» **RECORDS FOR THE EXERCISE**:
• • • • • • •
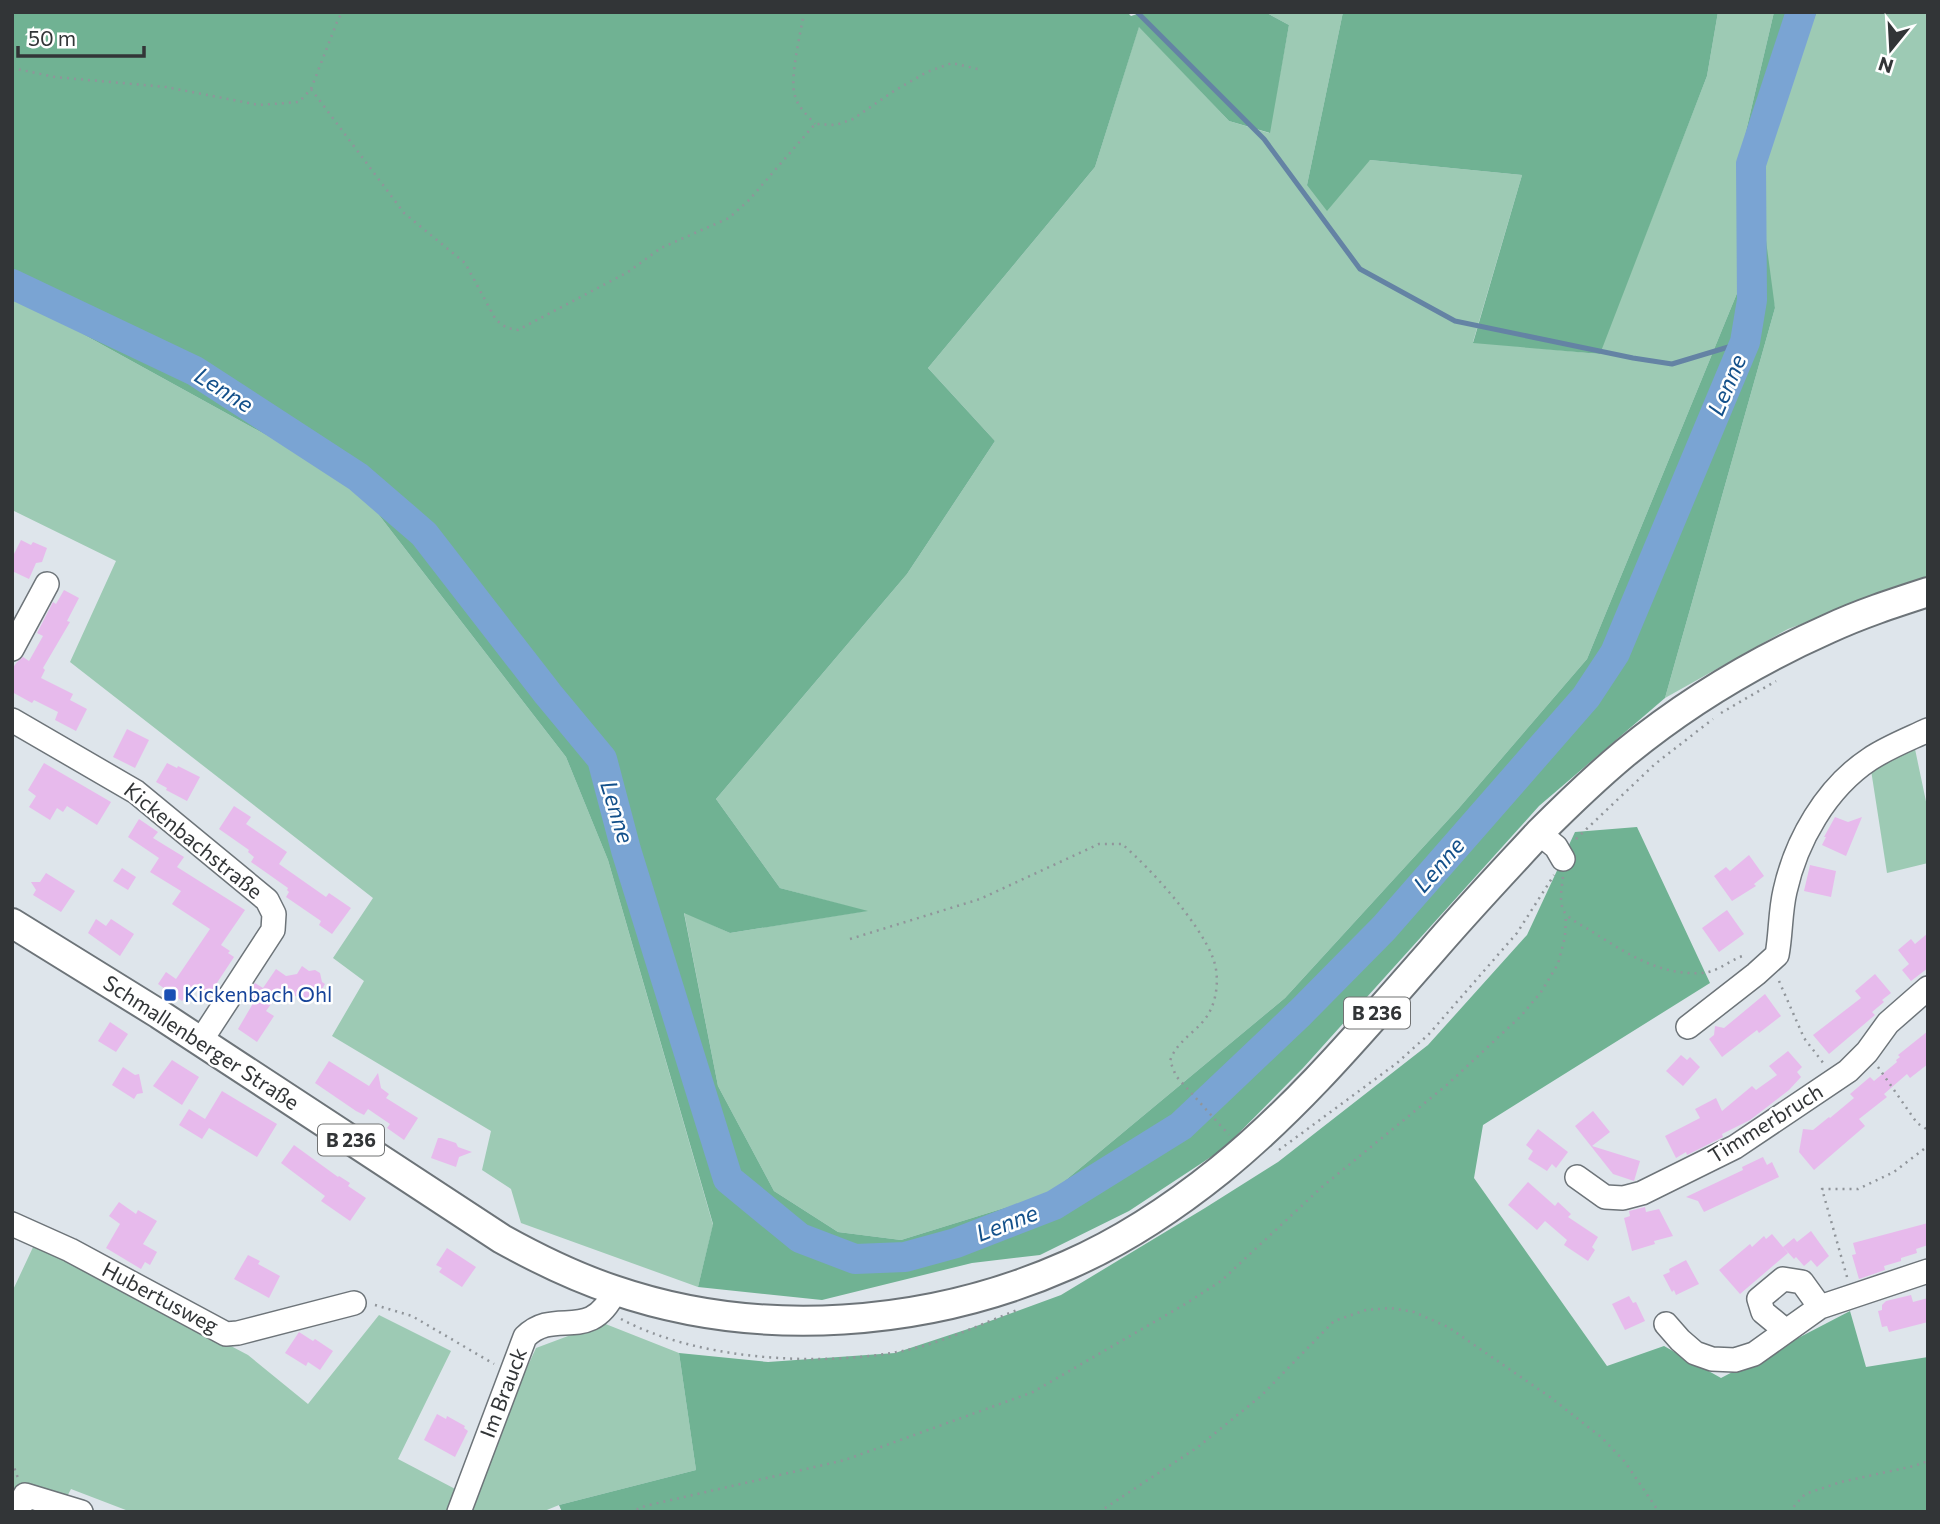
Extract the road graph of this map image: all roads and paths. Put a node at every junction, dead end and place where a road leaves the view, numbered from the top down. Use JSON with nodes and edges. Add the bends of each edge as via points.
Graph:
{"nodes":[{"id":1,"x":342,"y":12,"type":"edge"},
{"id":2,"x":804,"y":12,"type":"edge"},
{"id":3,"x":12,"y":68,"type":"edge"},
{"id":4,"x":982,"y":71,"type":"dead end"},
{"id":5,"x":311,"y":89,"type":"junction"},
{"id":6,"x":814,"y":124,"type":"junction"},
{"id":7,"x":47,"y":584,"type":"dead end"},
{"id":8,"x":1928,"y":592,"type":"edge"},
{"id":9,"x":12,"y":649,"type":"edge"},
{"id":10,"x":1777,"y":681,"type":"dead end"},
{"id":11,"x":12,"y":720,"type":"edge"},
{"id":12,"x":1928,"y":730,"type":"edge"},
{"id":13,"x":1539,"y":833,"type":"junction"},
{"id":14,"x":1563,"y":859,"type":"junction"},
{"id":15,"x":1566,"y":915,"type":"junction"},
{"id":16,"x":12,"y":923,"type":"edge"},
{"id":17,"x":850,"y":939,"type":"dead end"},
{"id":18,"x":1773,"y":961,"type":"junction"},
{"id":19,"x":1928,"y":988,"type":"edge"},
{"id":20,"x":1688,"y":1027,"type":"dead end"},
{"id":21,"x":200,"y":1042,"type":"junction"},
{"id":22,"x":1867,"y":1052,"type":"junction"},
{"id":23,"x":1836,"y":1080,"type":"junction"},
{"id":24,"x":1928,"y":1129,"type":"edge"},
{"id":25,"x":1231,"y":1137,"type":"dead end"},
{"id":26,"x":1928,"y":1146,"type":"edge"},
{"id":27,"x":1274,"y":1154,"type":"dead end"},
{"id":28,"x":1577,"y":1177,"type":"dead end"},
{"id":29,"x":12,"y":1224,"type":"edge"},
{"id":30,"x":1928,"y":1271,"type":"edge"},
{"id":31,"x":1853,"y":1296,"type":"junction"},
{"id":32,"x":609,"y":1300,"type":"junction"},
{"id":33,"x":354,"y":1303,"type":"joint"},
{"id":34,"x":1821,"y":1307,"type":"junction"},
{"id":35,"x":1017,"y":1310,"type":"dead end"},
{"id":36,"x":1666,"y":1324,"type":"dead end"},
{"id":37,"x":1786,"y":1331,"type":"junction"},
{"id":38,"x":512,"y":1374,"type":"junction"},
{"id":39,"x":1928,"y":1461,"type":"edge"},
{"id":40,"x":18,"y":1512,"type":"edge"},
{"id":41,"x":81,"y":1512,"type":"edge"},
{"id":42,"x":459,"y":1512,"type":"edge"},
{"id":43,"x":630,"y":1512,"type":"edge"},
{"id":44,"x":1099,"y":1512,"type":"edge"},
{"id":45,"x":1660,"y":1512,"type":"edge"},
{"id":46,"x":1789,"y":1512,"type":"edge"}],
"edges":[{"from":1,"to":5,"type":"path"},
{"from":2,"to":6,"type":"path","via":[[794,94]]},
{"from":3,"to":5,"type":"path","via":[[166,87],[259,105],[299,102]]},
{"from":4,"to":6,"type":"path","via":[[952,63],[894,90],[853,120]]},
{"from":5,"to":6,"type":"path","via":[[404,213],[465,263],[496,320],[518,330],[628,272],[661,248],[729,218]]},
{"from":7,"to":9,"type":"street"},
{"from":8,"to":13,"type":"main road","number":"B 236","via":[[1829,628],[1726,682],[1625,753]]},
{"from":10,"to":14,"type":"path","via":[[1715,717],[1655,764],[1581,834]]},
{"from":11,"to":21,"type":"street","name":"Kickenbachstraße","via":[[136,792],[267,900],[274,914],[273,930]]},
{"from":12,"to":18,"type":"street","via":[[1870,760],[1847,778],[1813,821],[1790,871]]},
{"from":13,"to":14,"type":"street"},
{"from":13,"to":32,"type":"main road","name":"Schmallenberger Straße","number":"B 236","via":[[1300,1097],[1198,1187],[1104,1248],[1023,1283],[971,1299],[874,1317],[772,1320]]},
{"from":14,"to":15,"type":"path"},
{"from":14,"to":27,"type":"path","via":[[1517,933],[1429,1034]]},
{"from":15,"to":18,"type":"path","via":[[1622,951],[1661,968],[1700,973],[1743,956]]},
{"from":15,"to":43,"type":"path","via":[[1558,964],[1521,1016],[1448,1084],[1323,1186],[1221,1281],[1182,1306],[1033,1392],[845,1460]]},
{"from":16,"to":21,"type":"main road","name":"Schmallenberger Straße","number":"B 236"},
{"from":17,"to":25,"type":"path","via":[[980,899],[1099,844],[1122,844],[1174,900],[1213,959],[1215,1000],[1170,1061],[1176,1076]]},
{"from":18,"to":20,"type":"street"},
{"from":18,"to":23,"type":"path","via":[[1804,1038]]},
{"from":19,"to":22,"type":"street","name":"Timmerbruch","via":[[1888,1023]]},
{"from":21,"to":32,"type":"main road","name":"Schmallenberger Straße","number":"B 236","via":[[502,1239]]},
{"from":22,"to":23,"type":"street","name":"Timmerbruch"},
{"from":22,"to":24,"type":"path","via":[[1917,1123]]},
{"from":23,"to":28,"type":"street","name":"Timmerbruch","via":[[1735,1147],[1642,1193],[1605,1197]]},
{"from":26,"to":31,"type":"path","via":[[1894,1172],[1858,1189],[1822,1189]]},
{"from":29,"to":33,"type":"street","name":"Hubertusweg","via":[[226,1334]]},
{"from":30,"to":31,"type":"street"},
{"from":31,"to":34,"type":"street"},
{"from":32,"to":35,"type":"path","via":[[644,1331],[696,1346],[769,1358],[898,1352]]},
{"from":32,"to":38,"type":"street","name":"Im Brauck","via":[[594,1318],[531,1331]]},
{"from":33,"to":38,"type":"path","via":[[412,1315]]},
{"from":34,"to":37,"type":"street"},
{"from":34,"to":37,"type":"street","via":[[1802,1282],[1783,1279],[1759,1299],[1763,1312]]},
{"from":36,"to":37,"type":"street","via":[[1695,1353],[1712,1359],[1735,1360],[1754,1354]]},
{"from":38,"to":42,"type":"street","name":"Im Brauck"},
{"from":39,"to":46,"type":"path","via":[[1805,1494]]},
{"from":40,"to":41,"type":"street","via":[[24,1494]]},
{"from":44,"to":45,"type":"path","via":[[1230,1422],[1334,1321],[1366,1310],[1391,1308],[1448,1327],[1550,1397],[1625,1462]]}]}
• • • • • • •
Check each line of the listing above, and copy it if it contains the word "Timmerbruch".

{"from":19,"to":22,"type":"street","name":"Timmerbruch","via":[[1888,1023]]},
{"from":22,"to":23,"type":"street","name":"Timmerbruch"},
{"from":23,"to":28,"type":"street","name":"Timmerbruch","via":[[1735,1147],[1642,1193],[1605,1197]]},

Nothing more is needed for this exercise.